The scenes on the cemetery bench where Ricky Gervais’ After Life character speaks with another widow will live on long after the TV series ends, Angela Mollard writes.
Oh how I love Ricky Gervais but, my goodness, in the new season of After Life he’s a miserable sod.
For six emotionally wrought episodes about a man (not) coping after the death of his wife, I wanted to alternately shake him by the collar of his soulless brown jacket and pull him into my arms.
His grief is so visceral it’s wrenching.
But through all the comedy — it is Gervais, after all — and the tears and the inclusion of Joni Mitchell’s Both Sides Now in a scene even more heartbreaking than Emma Thompson’s in Love Actually, there is hope. And like so often in both life and art, it’s delivered on a park bench.
It’s the scenes on the cemetery bench between Gervais’s character Tony and Anne, a fellow widow, which stay with you long after this final season closes.
Indeed, days after the heart mauling of After Life I’m still wondering if there’s any prop in our lives so prosaic yet so full of potential for grace and healing?
At once a mundane piece of municipal furniture, it’s the ordinariness of a park bench which makes it such a powerful emblem of humanity. Woven like tacking stitch around the edges of our parks, positioned in front of ocean views and lugged to the top of lookouts, these benches are less a backdrop to our lives than the centrepiece to so much of our storytelling.
Imagine the tales they could tell. The secrets, the tears, the confessions, the proposals. They are free therapy on legs, meditation without an app and a resting place for all, whether heartbroken or homeless.
How have we overlooked them for so long when they should be up there with museums and galleries and sculpture as an architectural triumph of civilisation?
Everyone has a park bench story because they offer communion either with ourselves, others or nature. Perfectly sized for one or two, they gift proximity — but not too much — and they’re elegantly designed to minimise confrontation.
Outward-looking and so often anchored in vistas that remind us of our insignificance, they invite reflection as much as conversation. They’re a pause rendered in wood. An anchor for the body and a sail for the imagination.
My grandmother loved them. Deaf from a young age, they allowed her to be in the world but not converse with it. Tired from lip-reading and the ongoing irritations of her hearing aid, she would tell me how much she loved just watching life, not participating in it. Park benches were her happy place.
Indeed, last Saturday after I finished with After Life I went on a long walk alone in the Yuragir National Park on the NSW north coast.
Rounding a corner thick with pandanus trees, I came out onto an open headland where a park bench overlooks the ocean.
Years ago, still bruised by marital breakdown I’d agreed to go on a date and my companion suggested we do the walk.
Sitting on that exact bench as whales breached in front of us, he revealed that his winning physical characteristic was “opposable thumbs”.
I laughed from a place of happiness I hadn’t accessed for a long time. When a group of fighter jets roared down the coast at that exact moment, he insisted he’d dialled them up for my delight.

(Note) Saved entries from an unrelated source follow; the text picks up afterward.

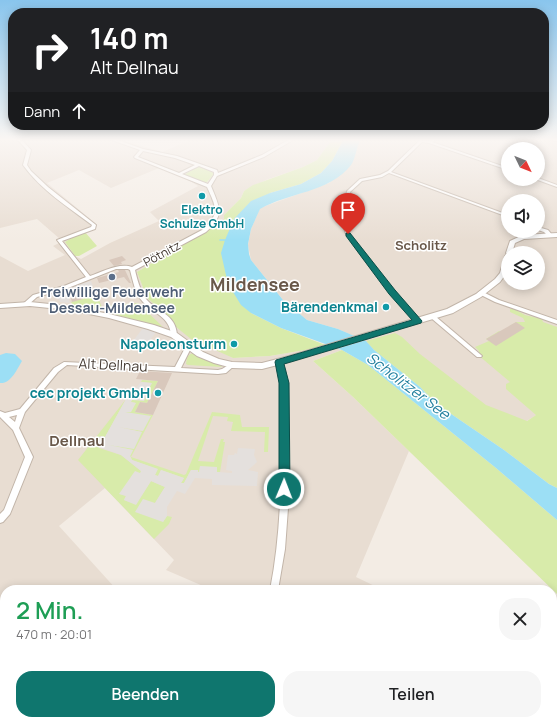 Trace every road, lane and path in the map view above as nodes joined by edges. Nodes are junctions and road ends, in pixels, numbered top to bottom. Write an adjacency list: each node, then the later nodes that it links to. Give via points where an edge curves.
1 (31, 173): 17 (street, via 94,225 93,228 59,240)
2 (176, 173): 6 (street)
3 (221, 173): 7 (street)
4 (387, 173): 22 (street, via 361,180 348,192 343,220 348,234 359,249)
5 (391, 173): 11 (street)
6 (179, 174): 9 (street)
7 (216, 175): 9 (street)
8 (545, 182): 10 (street)
9 (209, 186): 15 (street, Pötnitz, via 217,205 218,216 213,224 171,250)
10 (557, 186)
11 (501, 213)
12 (545, 231): 13 (street)
13 (554, 236): 14 (street, via 526,236 516,239)
14 (511, 246)
15 (132, 269): 17 (street, Pötnitz, via 123,266); 24 (street, via 145,300 171,324)
16 (501, 276): 18 (street, Alt Dellnau)
17 (89, 278): 19 (street, Pötnitz, via 66,288 36,296)
18 (481, 293): 21 (street, Alt Dellnau, via 450,311); 23 (street)
19 (26, 304): 20 (street, Alt Dellnau); 24 (street, Alt Dellnau, via 69,308 109,316)
20 (0, 306)
21 (433, 317): 22 (street, Alt Dellnau); 26 (street)
22 (418, 321): 27 (street, Alt Dellnau)
23 (557, 322)
24 (174, 335): 25 (street, Alt Dellnau)
25 (189, 346): 28 (street, Alt Dellnau, via 209,358); 29 (street)
26 (479, 356)
27 (279, 362): 28 (street, Alt Dellnau, via 255,366); 34 (street, via 284,383 285,476 280,564)
28 (232, 365): 29 (street, Alt Dellnau, via 218,372)
29 (177, 368): 30 (street, Alt Dellnau, via 66,363 56,370)
30 (22, 411): 31 (street); 32 (street, Alt Dellnau)
31 (2, 415): 32 (street)
32 (16, 428): 33 (street, via 29,457 7,512)
33 (0, 519)
34 (275, 585) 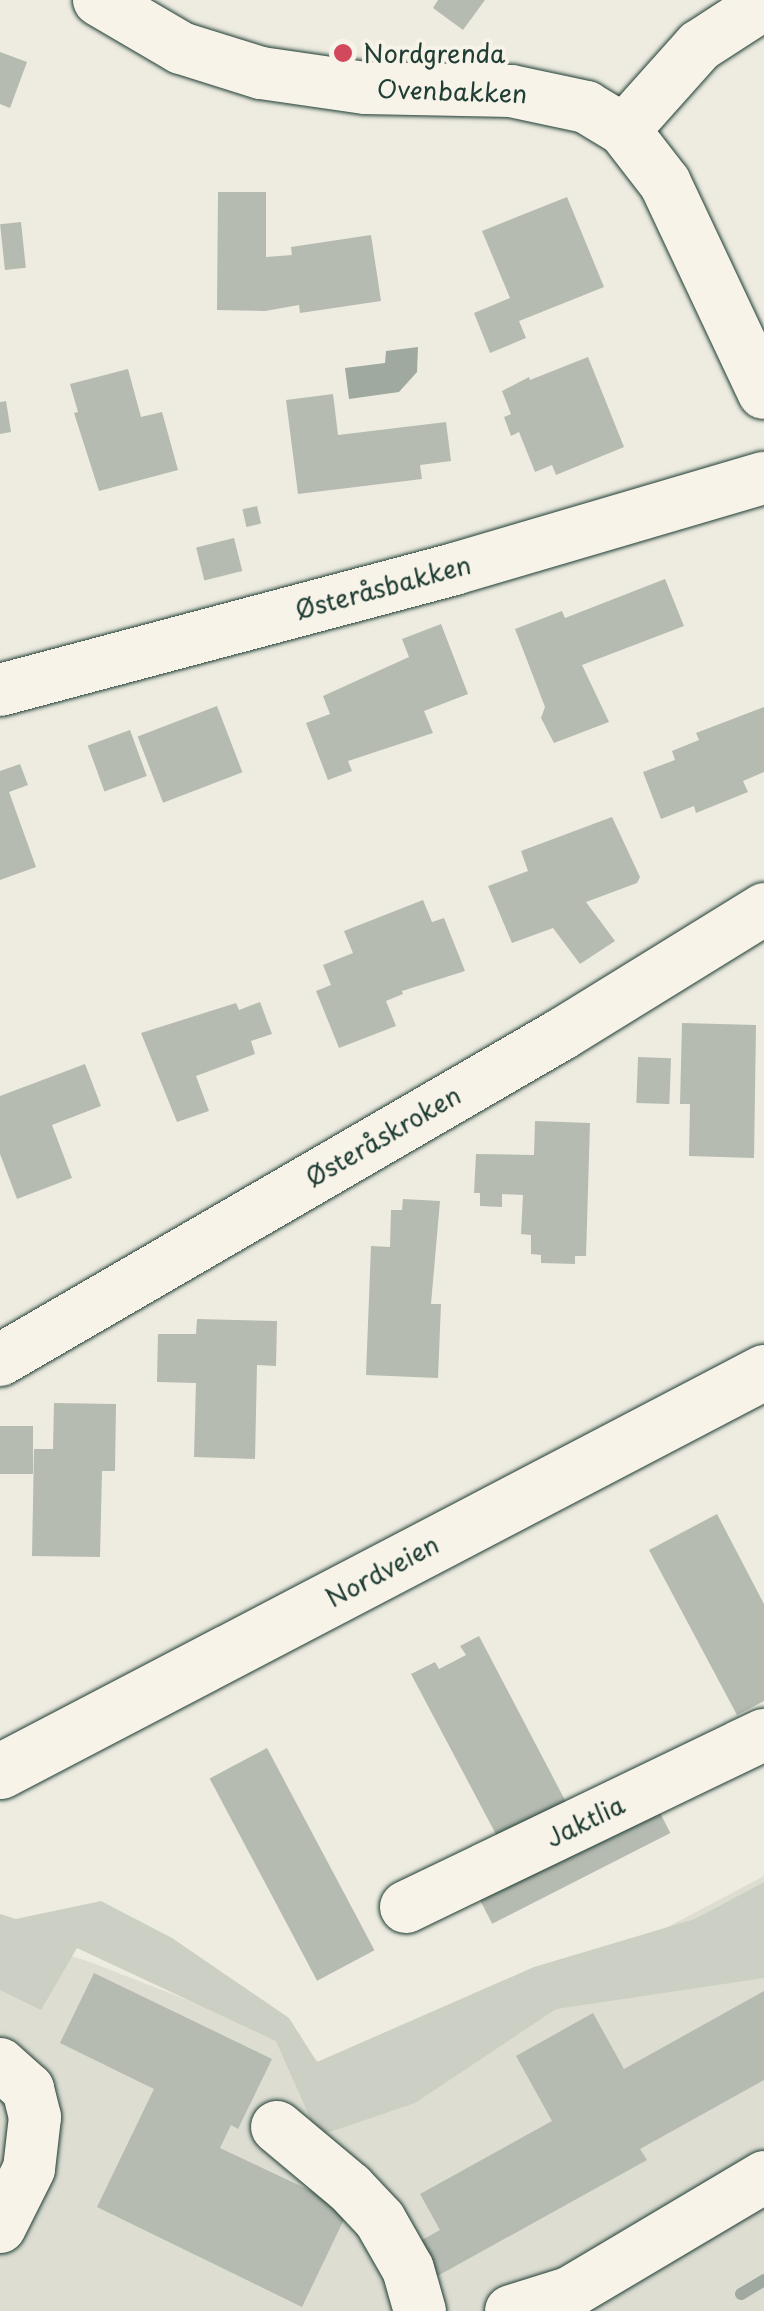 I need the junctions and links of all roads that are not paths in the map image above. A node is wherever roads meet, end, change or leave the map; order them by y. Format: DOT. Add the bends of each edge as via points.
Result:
graph roads {
  1 [pos="99,0"];
  2 [pos="764,4"];
  3 [pos="624,130"];
  4 [pos="764,394"];
  5 [pos="764,478"];
  6 [pos="0,690"];
  7 [pos="764,908"];
  8 [pos="0,1360"];
  9 [pos="764,1372"];
  10 [pos="764,1735"];
  11 [pos="0,1772"];
  12 [pos="406,1907"];
  13 [pos="0,2064"];
  14 [pos="277,2128"];
  15 [pos="764,2177"];
  16 [pos="0,2227"];
  17 [pos="420,2311"];
  18 [pos="511,2311"];
  1 -- 3 [label="street, Ovenbakken" via="181,48 261,72 365,88 553,97"];
  2 -- 3 [label="street" via="699,46"];
  3 -- 4 [label="street" via="665,183"];
  5 -- 6 [label="street, Østeråsbakken"];
  7 -- 8 [label="street, Østeråskroken" via="562,1034"];
  9 -- 11 [label="main road, Nordveien"];
  10 -- 12 [label="street, Jaktlia"];
  13 -- 16 [label="street" via="28,2089 35,2116 29,2170"];
  14 -- 17 [label="street" via="380,2220 408,2269"];
  15 -- 18 [label="street" via="569,2293"];
} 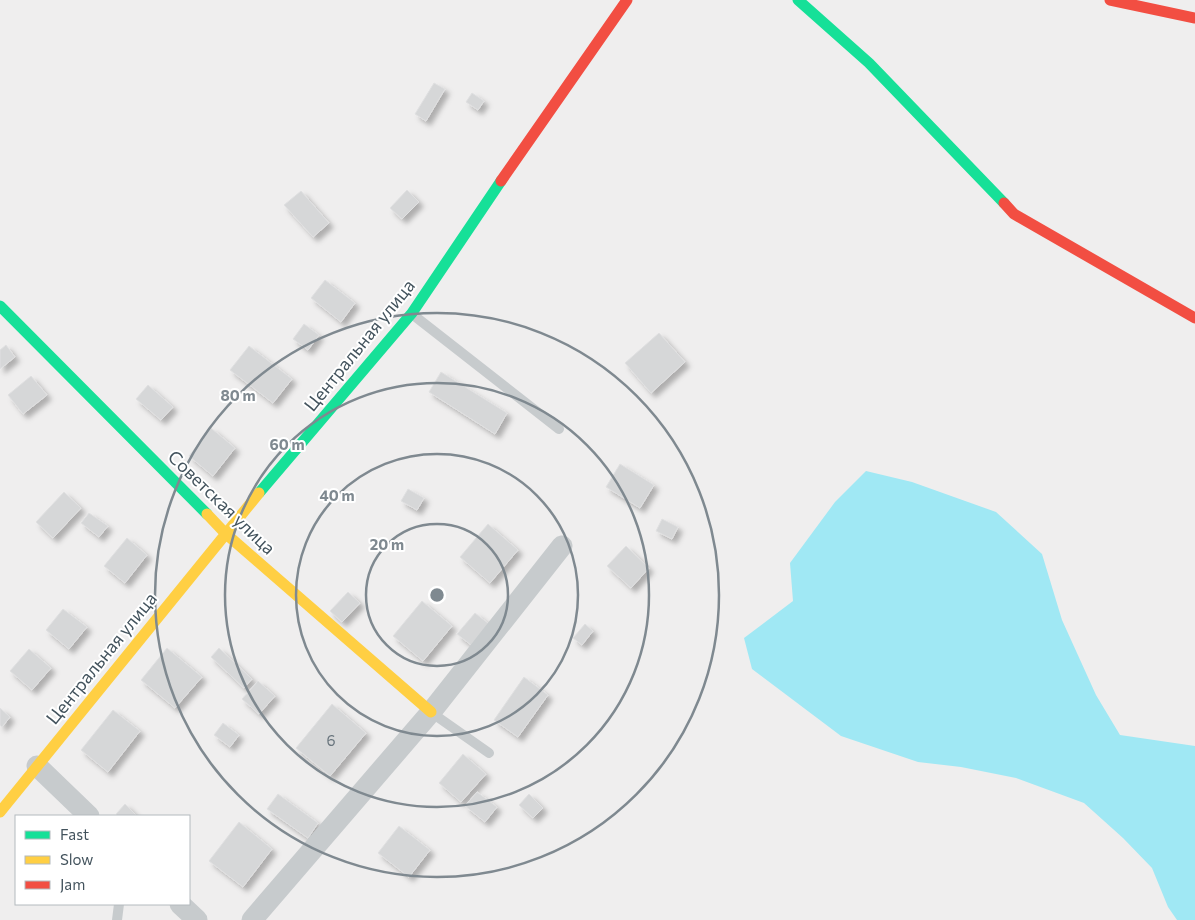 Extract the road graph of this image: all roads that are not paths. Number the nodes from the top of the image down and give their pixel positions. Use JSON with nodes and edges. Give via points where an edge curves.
{"nodes":[{"id":1,"x":798,"y":0,"type":"edge"},
{"id":2,"x":1110,"y":0,"type":"edge"},
{"id":3,"x":622,"y":2,"type":"edge"},
{"id":4,"x":1195,"y":18,"type":"edge"},
{"id":5,"x":0,"y":306,"type":"edge"},
{"id":6,"x":412,"y":313,"type":"junction"},
{"id":7,"x":1195,"y":318,"type":"edge"},
{"id":8,"x":559,"y":428,"type":"dead end"},
{"id":9,"x":225,"y":533,"type":"junction"},
{"id":10,"x":562,"y":546,"type":"dead end"},
{"id":11,"x":431,"y":712,"type":"junction"},
{"id":12,"x":489,"y":753,"type":"dead end"},
{"id":13,"x":37,"y":766,"type":"junction"},
{"id":14,"x":0,"y":812,"type":"edge"},
{"id":15,"x":88,"y":815,"type":"edge"},
{"id":16,"x":119,"y":905,"type":"edge"},
{"id":17,"x":181,"y":905,"type":"edge"},
{"id":18,"x":116,"y":920,"type":"edge"},
{"id":19,"x":197,"y":920,"type":"edge"},
{"id":20,"x":252,"y":920,"type":"edge"}],
"edges":[{"from":1,"to":7,"type":"street","via":[[869,63],[1014,214]]},
{"from":2,"to":4,"type":"street"},
{"from":3,"to":6,"type":"street","name":"Центральная улица"},
{"from":5,"to":9,"type":"street","name":"Советская улица"},
{"from":6,"to":8,"type":"lane"},
{"from":6,"to":9,"type":"street","name":"Центральная улица"},
{"from":9,"to":11,"type":"street","name":"Советская улица"},
{"from":9,"to":13,"type":"street","name":"Центральная улица"},
{"from":10,"to":11,"type":"street"},
{"from":11,"to":12,"type":"lane"},
{"from":11,"to":20,"type":"street"},
{"from":13,"to":14,"type":"street","name":"Центральная улица"},
{"from":13,"to":15,"type":"street"},
{"from":16,"to":18,"type":"lane"},
{"from":17,"to":19,"type":"street"}]}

Devised during Roman times when chairs were reserved for the elite — hence “chairman” — park benches were initially narrow in design so nobody could sleep on them.
In the 19th century they became mainstream but with iron handles and wooden slats they were designed, according to one urban architect, “to be just under relaxing”. Now ergonomic specialists in Italy have designed a version which cradles you in yoga-inspired exercises and “nourishes your para-sympathetic system”.
It’s the universality of park benches I love. The meeting place of spies, a sanctuary for breastfeeding mums, and a place in rest homes where the aged and ailing can spend their twilight years surrounded by loved ones.
Our cinema history would be bereft without them. Whether it’s Forrest Gump telling his life story to fellow bench dwellers or young Sam in Love Actually confessing to his dad that he is suffering from the “total agony” of being in love or Julia Roberts reclining in Hugh Grant’s lap in Notting Hill, the humble bench deserves annotation in the credits.
At least the bench which features in Good Will Hunting has become a shrine to the late Robin Williams.
The setting for Williams’s inspirational speech to Matt Damon’s Will — “you’re just a kid … you can’t tell me what it feels like to wake up next to a woman and be truly happy” — the bench in Boston Public Gardens became a memorial where fans chalked lines from his movies on the surrounding path.
While After Life has reached its final season it will endure as more than just a funny and poignant illustration of grief.
In recognition of the part played by the park bench, Netflix has paired with CALM, a charity that ‘Campaigns Against Living Miserably’ and donated dozens of benches engraved with three words: “Hope is Everything.”